OpenAI launched Advanced Voice Mode, Midjourney 6.1 is even more realistic, and open-source FLUX.1 is making a splash in media content generation — the top 3 AI news stories of the week
Our latest AI Digest covers the biggest breaking AI news of the week. Anywhere Club community leader, Viktar Shalenchanka, comments on key stories.
#1 — OpenAI finds its voice
OpenAI started granting access to GPT-4o’s Advanced Voice Mode to a limited group of ChatGPT Plus users. Access will expand to all Plus users in the fall. The officially launched version matches the demo precisely — it is capable of sighing, reproducing sounds, holding a conversation with ease, gauging the emotional state of its conversational partner, and considering those emotions when formulating its responses.
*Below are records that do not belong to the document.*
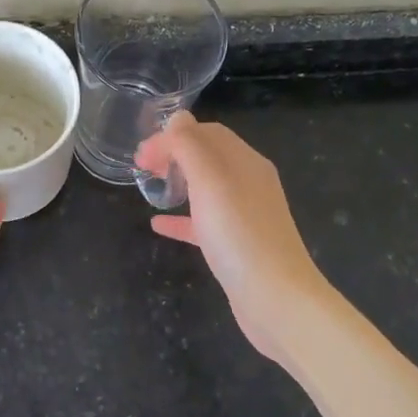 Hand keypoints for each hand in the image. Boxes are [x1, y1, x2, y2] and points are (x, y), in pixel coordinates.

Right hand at [135, 113, 329, 364]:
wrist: (276, 299)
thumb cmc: (239, 235)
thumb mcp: (210, 181)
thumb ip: (190, 146)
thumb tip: (177, 118)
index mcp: (245, 162)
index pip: (206, 132)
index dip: (172, 135)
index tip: (141, 154)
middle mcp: (248, 183)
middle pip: (207, 156)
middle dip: (173, 154)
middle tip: (141, 167)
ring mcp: (244, 215)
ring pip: (205, 188)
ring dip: (177, 181)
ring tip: (149, 186)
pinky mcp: (237, 245)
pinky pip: (204, 222)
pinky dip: (181, 217)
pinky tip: (158, 224) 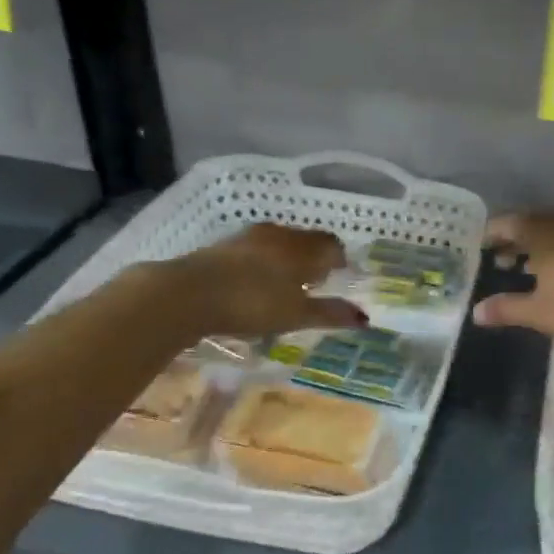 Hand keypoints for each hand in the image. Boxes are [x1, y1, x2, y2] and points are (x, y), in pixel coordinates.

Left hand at [180, 224, 365, 337]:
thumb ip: (329, 313)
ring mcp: (249, 237)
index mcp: (302, 248)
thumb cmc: (252, 303)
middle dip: (315, 256)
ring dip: (289, 256)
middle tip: (317, 278)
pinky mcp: (224, 245)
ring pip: (280, 241)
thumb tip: (365, 318)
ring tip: (287, 279)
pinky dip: (264, 260)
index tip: (341, 275)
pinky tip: (256, 279)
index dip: (339, 258)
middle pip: (306, 240)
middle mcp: (279, 235)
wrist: (189, 293)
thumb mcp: (295, 314)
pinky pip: (256, 247)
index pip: (331, 244)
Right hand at [471, 212, 553, 363]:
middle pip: (533, 224)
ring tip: (522, 267)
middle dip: (513, 239)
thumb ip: (507, 309)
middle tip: (497, 258)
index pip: (510, 223)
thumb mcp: (540, 313)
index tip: (478, 246)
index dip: (492, 233)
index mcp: (546, 234)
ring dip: (536, 246)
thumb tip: (476, 311)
A realistic and easily accessible voice mode could increase interest and engagement with this technology.
#2 — Midjourney 6.1 is even more realistic
Midjourney, a leader in AI image generation, has released a surprise version 6.1 — one of the most photorealistic image models. This version enhances the rendering of hands, bodies, plants and animals. It boosts image generation speed by 25% and improves the detail and accuracy of small background objects. Version 6.2 is expected in September.
#3 — New FLUX.1 competes with Midjourney 6 and Stable Diffusion XL
Newly-launched Black Forest Labs, founded by former employees of Stability AI, introduced FLUX.1, its open-source text-to-image suite of models for generating media content. FLUX.1 can be deployed locally. According to benchmarks, it is close to the level of Midjourney 6 and may outperform Stable Diffusion XL. Examples of generations can be seen in the announcement.